### Prompt
Identify each line below that contains the word "Tierra", and copy it out.

== Input for this task

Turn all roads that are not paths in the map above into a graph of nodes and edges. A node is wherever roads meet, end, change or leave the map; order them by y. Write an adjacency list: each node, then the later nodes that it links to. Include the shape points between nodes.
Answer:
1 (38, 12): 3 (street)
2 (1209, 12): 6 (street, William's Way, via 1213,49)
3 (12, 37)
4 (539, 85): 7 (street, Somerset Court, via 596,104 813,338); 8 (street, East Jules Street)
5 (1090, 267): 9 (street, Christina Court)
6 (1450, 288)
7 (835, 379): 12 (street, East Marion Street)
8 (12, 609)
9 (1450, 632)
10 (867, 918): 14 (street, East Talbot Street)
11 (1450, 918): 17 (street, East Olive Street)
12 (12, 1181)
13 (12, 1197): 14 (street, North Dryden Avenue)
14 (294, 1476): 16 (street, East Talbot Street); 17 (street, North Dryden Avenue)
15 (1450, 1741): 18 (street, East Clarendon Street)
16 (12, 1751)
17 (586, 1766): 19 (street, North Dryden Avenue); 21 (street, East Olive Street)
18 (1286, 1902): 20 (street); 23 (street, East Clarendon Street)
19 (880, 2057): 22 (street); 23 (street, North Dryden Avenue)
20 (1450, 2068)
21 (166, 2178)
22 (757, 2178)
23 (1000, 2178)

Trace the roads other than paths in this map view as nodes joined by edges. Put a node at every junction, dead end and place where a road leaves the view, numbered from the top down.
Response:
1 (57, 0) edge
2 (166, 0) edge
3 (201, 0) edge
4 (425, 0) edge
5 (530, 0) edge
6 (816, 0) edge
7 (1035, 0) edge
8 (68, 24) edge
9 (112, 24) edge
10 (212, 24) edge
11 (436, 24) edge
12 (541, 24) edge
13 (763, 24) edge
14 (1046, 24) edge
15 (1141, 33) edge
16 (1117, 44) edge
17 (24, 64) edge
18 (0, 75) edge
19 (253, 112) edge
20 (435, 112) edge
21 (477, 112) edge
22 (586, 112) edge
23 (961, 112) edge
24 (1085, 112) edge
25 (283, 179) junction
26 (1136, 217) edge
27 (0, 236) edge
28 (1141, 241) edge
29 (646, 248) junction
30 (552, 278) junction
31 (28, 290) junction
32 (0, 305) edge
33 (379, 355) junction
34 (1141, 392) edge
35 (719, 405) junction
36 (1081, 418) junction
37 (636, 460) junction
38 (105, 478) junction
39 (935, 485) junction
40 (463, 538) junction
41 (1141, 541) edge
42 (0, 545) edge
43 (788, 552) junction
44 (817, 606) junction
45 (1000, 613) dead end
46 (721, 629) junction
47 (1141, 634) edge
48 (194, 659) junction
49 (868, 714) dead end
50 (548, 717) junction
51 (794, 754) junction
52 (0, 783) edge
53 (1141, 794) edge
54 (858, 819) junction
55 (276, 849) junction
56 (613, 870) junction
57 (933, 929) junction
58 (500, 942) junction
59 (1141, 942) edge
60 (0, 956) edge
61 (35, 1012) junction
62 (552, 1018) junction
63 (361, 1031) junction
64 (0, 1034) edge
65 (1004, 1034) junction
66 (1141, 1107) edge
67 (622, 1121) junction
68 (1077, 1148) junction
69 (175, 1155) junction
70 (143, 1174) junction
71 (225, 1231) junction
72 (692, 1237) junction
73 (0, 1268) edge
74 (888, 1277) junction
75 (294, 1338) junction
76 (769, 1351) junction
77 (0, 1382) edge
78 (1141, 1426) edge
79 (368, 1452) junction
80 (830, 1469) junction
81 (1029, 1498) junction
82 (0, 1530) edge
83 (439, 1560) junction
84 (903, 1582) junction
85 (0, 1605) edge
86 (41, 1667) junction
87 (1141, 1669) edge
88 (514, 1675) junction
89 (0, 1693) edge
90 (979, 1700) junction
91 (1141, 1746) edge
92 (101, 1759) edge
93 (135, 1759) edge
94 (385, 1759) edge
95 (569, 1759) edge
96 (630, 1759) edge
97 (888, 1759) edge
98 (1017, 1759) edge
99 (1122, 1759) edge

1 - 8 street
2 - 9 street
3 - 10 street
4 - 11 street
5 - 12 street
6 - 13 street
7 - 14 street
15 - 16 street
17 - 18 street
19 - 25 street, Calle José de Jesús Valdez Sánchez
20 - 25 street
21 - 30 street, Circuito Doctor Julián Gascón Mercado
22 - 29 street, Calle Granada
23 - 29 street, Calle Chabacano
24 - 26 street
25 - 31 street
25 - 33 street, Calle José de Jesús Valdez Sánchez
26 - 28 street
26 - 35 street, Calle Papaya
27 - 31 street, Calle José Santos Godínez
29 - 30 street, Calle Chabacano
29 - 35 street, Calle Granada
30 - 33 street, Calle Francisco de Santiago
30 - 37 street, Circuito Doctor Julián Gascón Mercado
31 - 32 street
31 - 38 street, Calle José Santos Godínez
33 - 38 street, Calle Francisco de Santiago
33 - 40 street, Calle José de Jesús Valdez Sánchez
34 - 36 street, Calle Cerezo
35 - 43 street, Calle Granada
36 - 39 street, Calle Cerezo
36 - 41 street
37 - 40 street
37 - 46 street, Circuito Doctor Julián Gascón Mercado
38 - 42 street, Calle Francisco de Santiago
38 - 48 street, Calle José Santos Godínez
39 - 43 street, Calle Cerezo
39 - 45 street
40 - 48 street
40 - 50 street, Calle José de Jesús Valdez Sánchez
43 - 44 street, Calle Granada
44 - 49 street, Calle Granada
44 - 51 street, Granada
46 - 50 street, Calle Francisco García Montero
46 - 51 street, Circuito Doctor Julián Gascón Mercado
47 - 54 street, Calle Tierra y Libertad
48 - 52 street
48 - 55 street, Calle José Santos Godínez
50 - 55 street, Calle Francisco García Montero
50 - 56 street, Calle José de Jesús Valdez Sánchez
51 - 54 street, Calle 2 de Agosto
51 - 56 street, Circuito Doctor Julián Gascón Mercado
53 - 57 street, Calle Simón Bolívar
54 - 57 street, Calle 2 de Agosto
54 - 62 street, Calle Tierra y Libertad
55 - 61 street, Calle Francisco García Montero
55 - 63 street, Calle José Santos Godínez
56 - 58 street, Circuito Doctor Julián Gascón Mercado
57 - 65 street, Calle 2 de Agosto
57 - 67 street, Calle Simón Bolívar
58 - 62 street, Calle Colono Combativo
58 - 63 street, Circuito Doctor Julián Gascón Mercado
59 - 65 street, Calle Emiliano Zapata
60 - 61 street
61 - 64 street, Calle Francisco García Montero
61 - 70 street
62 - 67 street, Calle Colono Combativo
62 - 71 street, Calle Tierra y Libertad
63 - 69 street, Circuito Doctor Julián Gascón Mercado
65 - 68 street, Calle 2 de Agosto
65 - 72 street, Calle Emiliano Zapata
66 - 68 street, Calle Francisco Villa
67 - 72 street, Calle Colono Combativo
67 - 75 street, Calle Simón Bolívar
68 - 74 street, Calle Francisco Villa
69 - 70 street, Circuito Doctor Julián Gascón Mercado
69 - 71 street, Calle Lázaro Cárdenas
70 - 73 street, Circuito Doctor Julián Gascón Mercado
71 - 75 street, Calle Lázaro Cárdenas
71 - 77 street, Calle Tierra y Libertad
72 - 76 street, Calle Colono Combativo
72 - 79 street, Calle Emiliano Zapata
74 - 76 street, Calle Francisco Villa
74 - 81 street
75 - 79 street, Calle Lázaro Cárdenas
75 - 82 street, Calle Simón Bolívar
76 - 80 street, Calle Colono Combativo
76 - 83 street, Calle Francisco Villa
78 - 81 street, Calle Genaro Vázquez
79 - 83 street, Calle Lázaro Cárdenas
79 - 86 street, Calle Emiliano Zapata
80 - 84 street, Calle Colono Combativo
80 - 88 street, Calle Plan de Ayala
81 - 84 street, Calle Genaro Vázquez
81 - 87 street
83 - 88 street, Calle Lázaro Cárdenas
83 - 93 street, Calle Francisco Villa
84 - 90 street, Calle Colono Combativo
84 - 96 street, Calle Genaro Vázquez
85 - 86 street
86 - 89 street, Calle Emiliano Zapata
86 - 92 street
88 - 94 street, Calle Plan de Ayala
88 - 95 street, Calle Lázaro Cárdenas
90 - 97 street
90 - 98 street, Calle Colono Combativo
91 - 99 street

====

### Result
47 - 54 street, Calle Tierra y Libertad
54 - 62 street, Calle Tierra y Libertad
62 - 71 street, Calle Tierra y Libertad
71 - 77 street, Calle Tierra y Libertad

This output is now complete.